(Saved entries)
══════════════════════════════

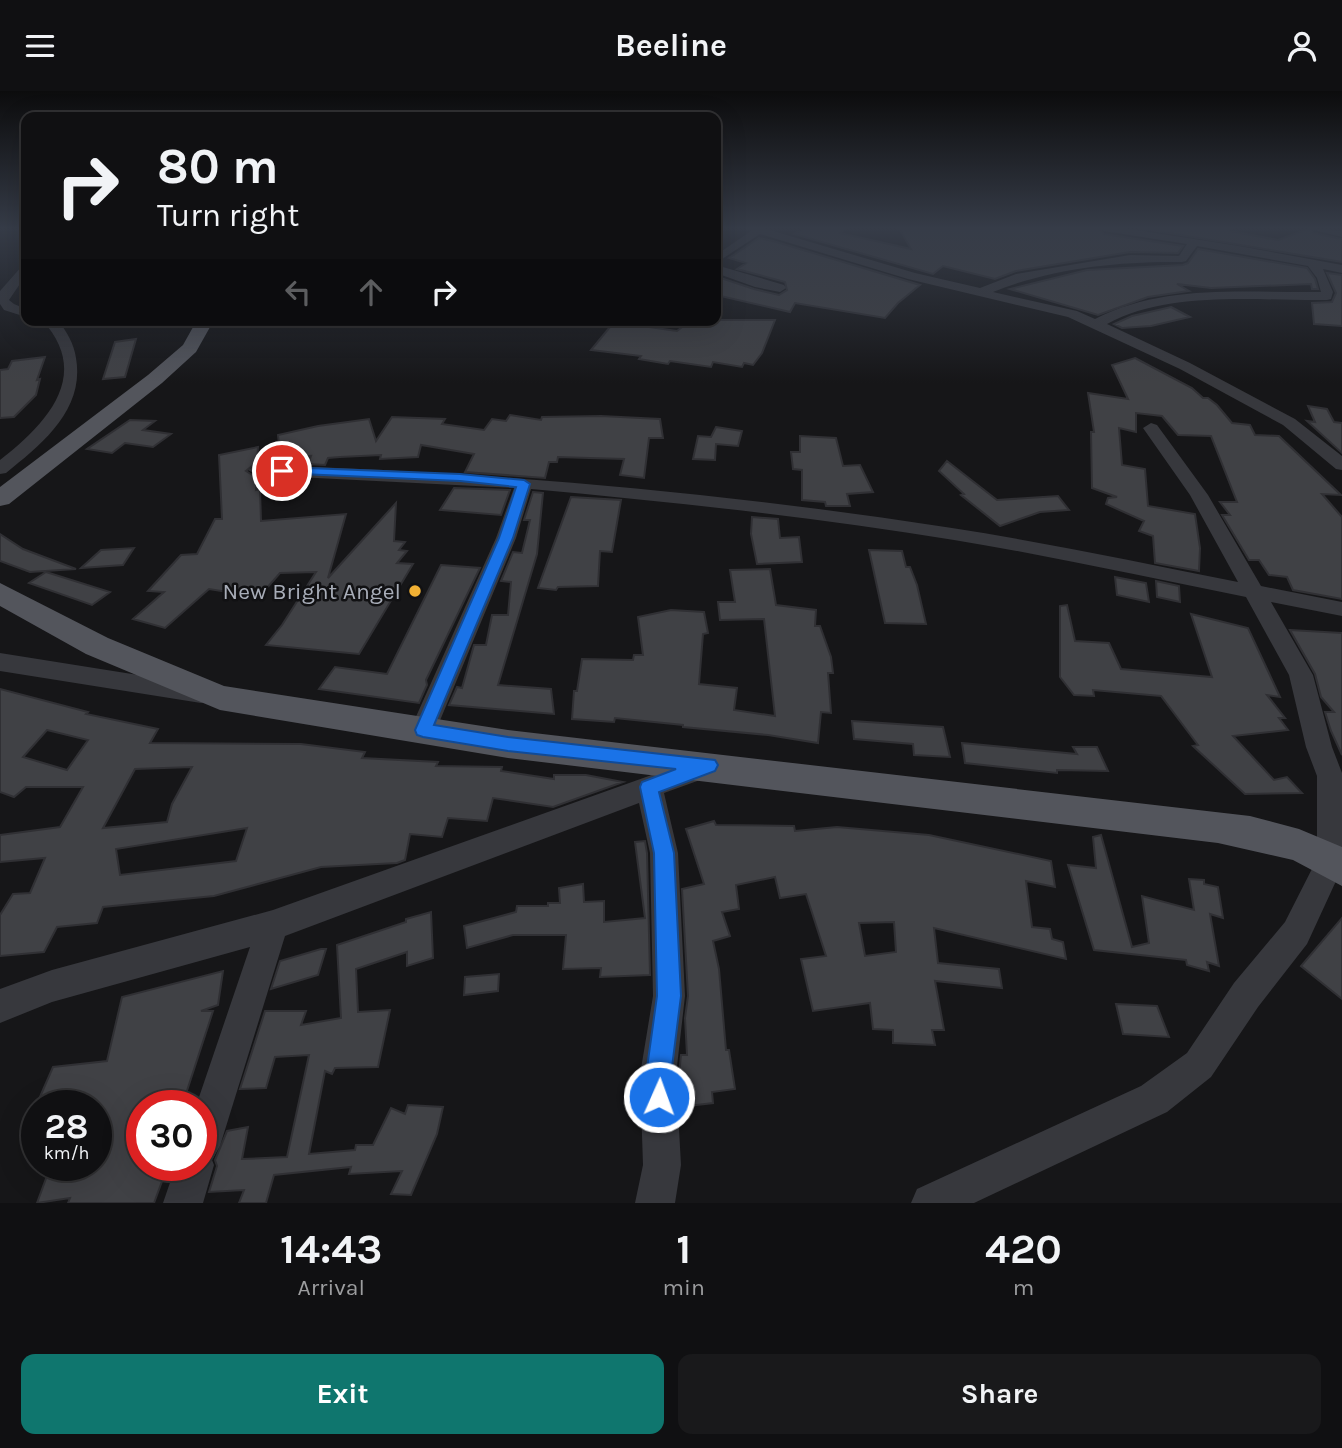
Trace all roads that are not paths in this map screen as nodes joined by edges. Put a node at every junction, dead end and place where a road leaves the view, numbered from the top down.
1 (16, 280) edge
2 (747, 280) edge
3 (927, 280) edge
4 (1011, 280) edge
5 (1324, 280) edge
6 (780, 288) dead end
7 (979, 293) junction
8 (1327, 296) junction
9 (1342, 304) edge
10 (21, 311) edge
11 (1096, 324) junction
12 (55, 326) edge
13 (203, 326) edge
14 (1151, 428) dead end
15 (1342, 465) edge
16 (0, 469) edge
17 (257, 470) dead end
18 (524, 484) junction
19 (0, 499) edge
20 (0, 592) edge
21 (1255, 593) junction
22 (1342, 609) edge
23 (0, 662) edge
24 (220, 698) junction
25 (423, 730) junction
26 (709, 765) junction
27 (649, 787) junction
28 (1337, 817) edge
29 (1337, 864) edge
30 (273, 925) junction
31 (0, 1006) edge
32 (217, 1097) edge
33 (190, 1181) edge
34 (183, 1203) edge
35 (655, 1203) edge
36 (931, 1203) edge

1 - 10 street
2 - 6 street
3 - 7 street
4 - 7 street
5 - 8 street
7 - 11 street
8 - 9 street
8 - 11 street
11 - 15 street
12 - 16 street
13 - 19 main road
14 - 21 street
17 - 18 street
18 - 21 street
18 - 25 street
20 - 24 main road
21 - 22 street
21 - 28 street
23 - 24 street
24 - 25 main road
25 - 26 main road
26 - 27 street
26 - 29 main road
27 - 30 street
27 - 35 street
28 - 29 street
29 - 36 street
30 - 31 street
30 - 32 street
33 - 34 street

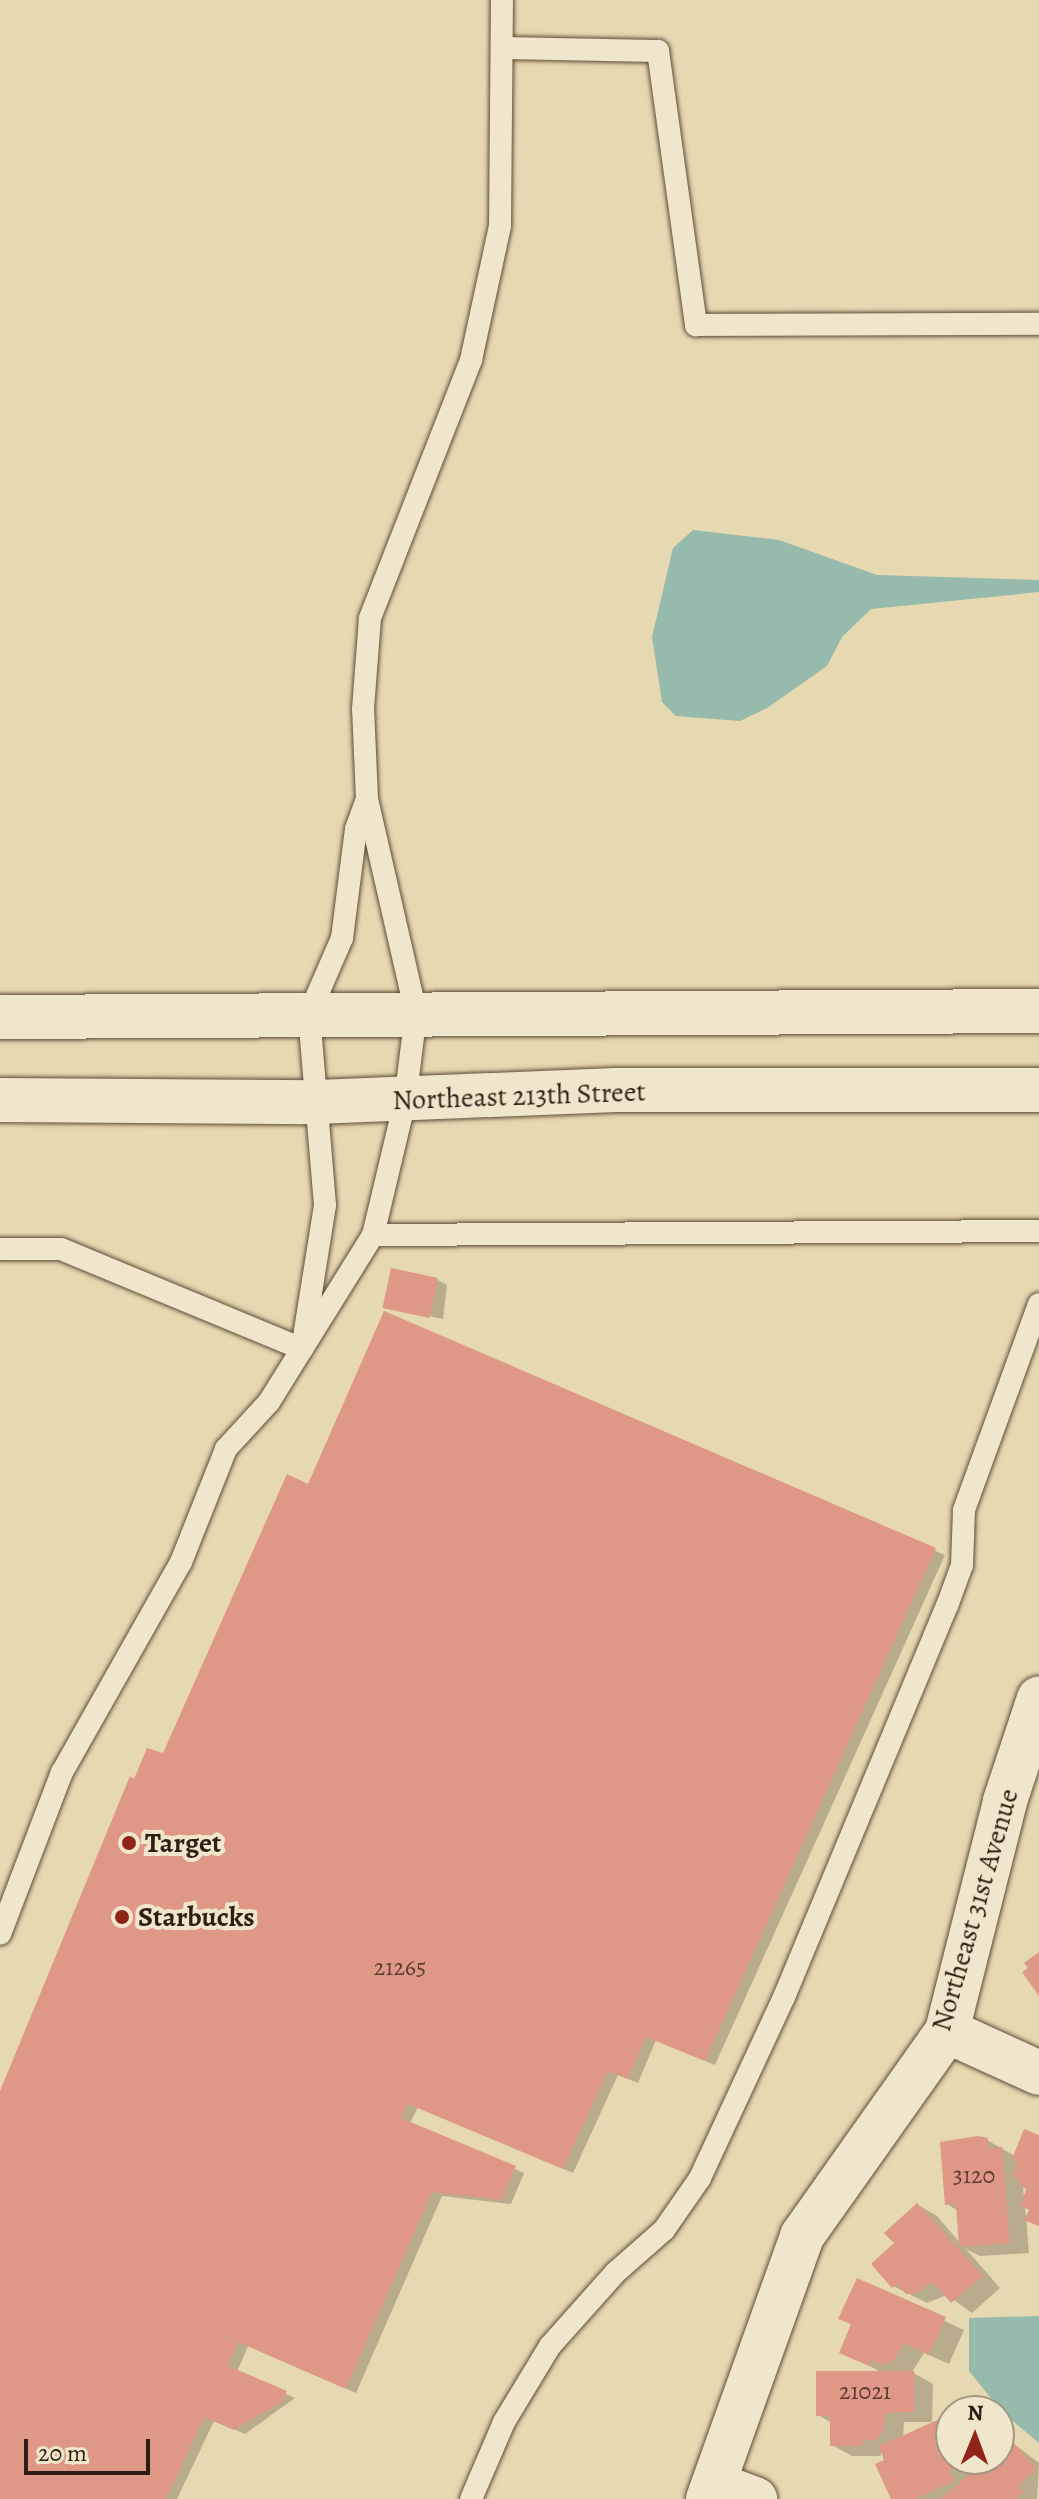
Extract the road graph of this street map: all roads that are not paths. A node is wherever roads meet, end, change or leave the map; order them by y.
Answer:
1 (502, 0) edge
2 (503, 48) junction
3 (1039, 324) edge
4 (367, 799) junction
5 (1039, 1011) edge
6 (416, 1013) junction
7 (309, 1014) junction
8 (0, 1017) edge
9 (1039, 1090) edge
10 (0, 1100) edge
11 (405, 1101) junction
12 (317, 1102) junction
13 (1039, 1231) edge
14 (373, 1235) junction
15 (0, 1249) edge
16 (1039, 1304) edge
17 (302, 1349) junction
18 (1039, 1698) edge
19 (0, 1934) edge
20 (947, 2031) junction
21 (1039, 2073) edge
22 (712, 2492) edge
23 (471, 2499) edge
24 (755, 2499) edge

1 - 2 lane
2 - 3 lane
2 - 4 lane
4 - 6 lane
4 - 7 lane
5 - 6 street
6 - 7 street
6 - 11 lane
7 - 8 street
7 - 12 lane
9 - 11 street, Northeast 213th Street
10 - 12 street, Northeast 213th Street
11 - 12 street, Northeast 213th Street
11 - 14 lane
12 - 17 lane
13 - 14 lane
14 - 17 lane
15 - 17 lane
16 - 23 lane
17 - 19 lane
18 - 20 street, Northeast 31st Avenue
20 - 21 street
20 - 22 street, Northeast 31st Avenue
22 - 24 street

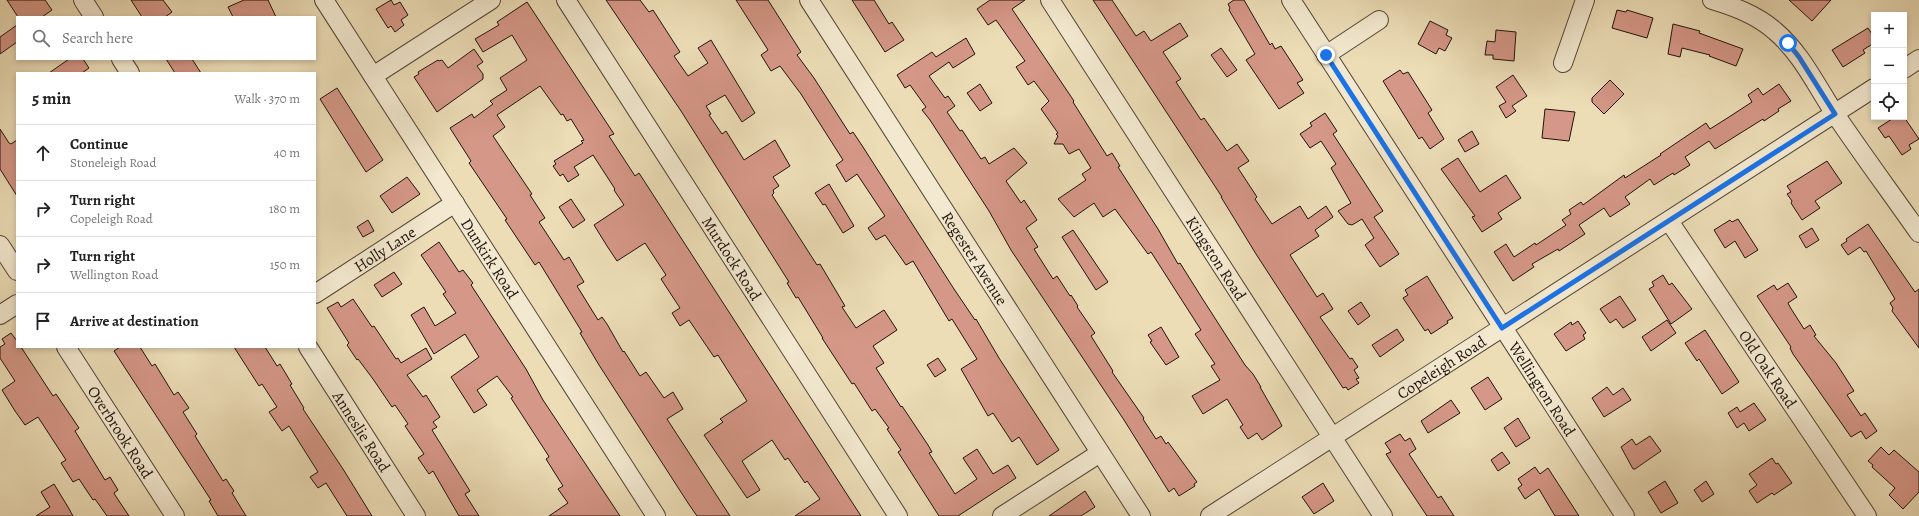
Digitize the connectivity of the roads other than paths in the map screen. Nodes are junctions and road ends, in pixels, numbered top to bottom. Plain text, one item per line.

══════════════════════════════

▸ **Work to complete**: Your reply must contain each entry exactly as written and no pictures.

▸ **Result below**:
Trace all roads that are not paths in this map screen as nodes joined by edges. Put a node at every junction, dead end and place where a road leaves the view, numbered from the top down.
1 (16, 280) edge
2 (747, 280) edge
3 (927, 280) edge
4 (1011, 280) edge
5 (1324, 280) edge
6 (780, 288) dead end
7 (979, 293) junction
8 (1327, 296) junction
9 (1342, 304) edge
10 (21, 311) edge
11 (1096, 324) junction
12 (55, 326) edge
13 (203, 326) edge
14 (1151, 428) dead end
15 (1342, 465) edge
16 (0, 469) edge
17 (257, 470) dead end
18 (524, 484) junction
19 (0, 499) edge
20 (0, 592) edge
21 (1255, 593) junction
22 (1342, 609) edge
23 (0, 662) edge
24 (220, 698) junction
25 (423, 730) junction
26 (709, 765) junction
27 (649, 787) junction
28 (1337, 817) edge
29 (1337, 864) edge
30 (273, 925) junction
31 (0, 1006) edge
32 (217, 1097) edge
33 (190, 1181) edge
34 (183, 1203) edge
35 (655, 1203) edge
36 (931, 1203) edge

1 - 10 street
2 - 6 street
3 - 7 street
4 - 7 street
5 - 8 street
7 - 11 street
8 - 9 street
8 - 11 street
11 - 15 street
12 - 16 street
13 - 19 main road
14 - 21 street
17 - 18 street
18 - 21 street
18 - 25 street
20 - 24 main road
21 - 22 street
21 - 28 street
23 - 24 street
24 - 25 main road
25 - 26 main road
26 - 27 street
26 - 29 main road
27 - 30 street
27 - 35 street
28 - 29 street
29 - 36 street
30 - 31 street
30 - 32 street
33 - 34 street

Extract the road graph of this street map: all roads that are not paths. A node is wherever roads meet, end, change or leave the map; order them by y.
Answer:
1 (502, 0) edge
2 (503, 48) junction
3 (1039, 324) edge
4 (367, 799) junction
5 (1039, 1011) edge
6 (416, 1013) junction
7 (309, 1014) junction
8 (0, 1017) edge
9 (1039, 1090) edge
10 (0, 1100) edge
11 (405, 1101) junction
12 (317, 1102) junction
13 (1039, 1231) edge
14 (373, 1235) junction
15 (0, 1249) edge
16 (1039, 1304) edge
17 (302, 1349) junction
18 (1039, 1698) edge
19 (0, 1934) edge
20 (947, 2031) junction
21 (1039, 2073) edge
22 (712, 2492) edge
23 (471, 2499) edge
24 (755, 2499) edge

1 - 2 lane
2 - 3 lane
2 - 4 lane
4 - 6 lane
4 - 7 lane
5 - 6 street
6 - 7 street
6 - 11 lane
7 - 8 street
7 - 12 lane
9 - 11 street, Northeast 213th Street
10 - 12 street, Northeast 213th Street
11 - 12 street, Northeast 213th Street
11 - 14 lane
12 - 17 lane
13 - 14 lane
14 - 17 lane
15 - 17 lane
16 - 23 lane
17 - 19 lane
18 - 20 street, Northeast 31st Avenue
20 - 21 street
20 - 22 street, Northeast 31st Avenue
22 - 24 street

Digitize the connectivity of the roads other than paths in the map screen. Nodes are junctions and road ends, in pixels, numbered top to bottom. Plain text, one item per line.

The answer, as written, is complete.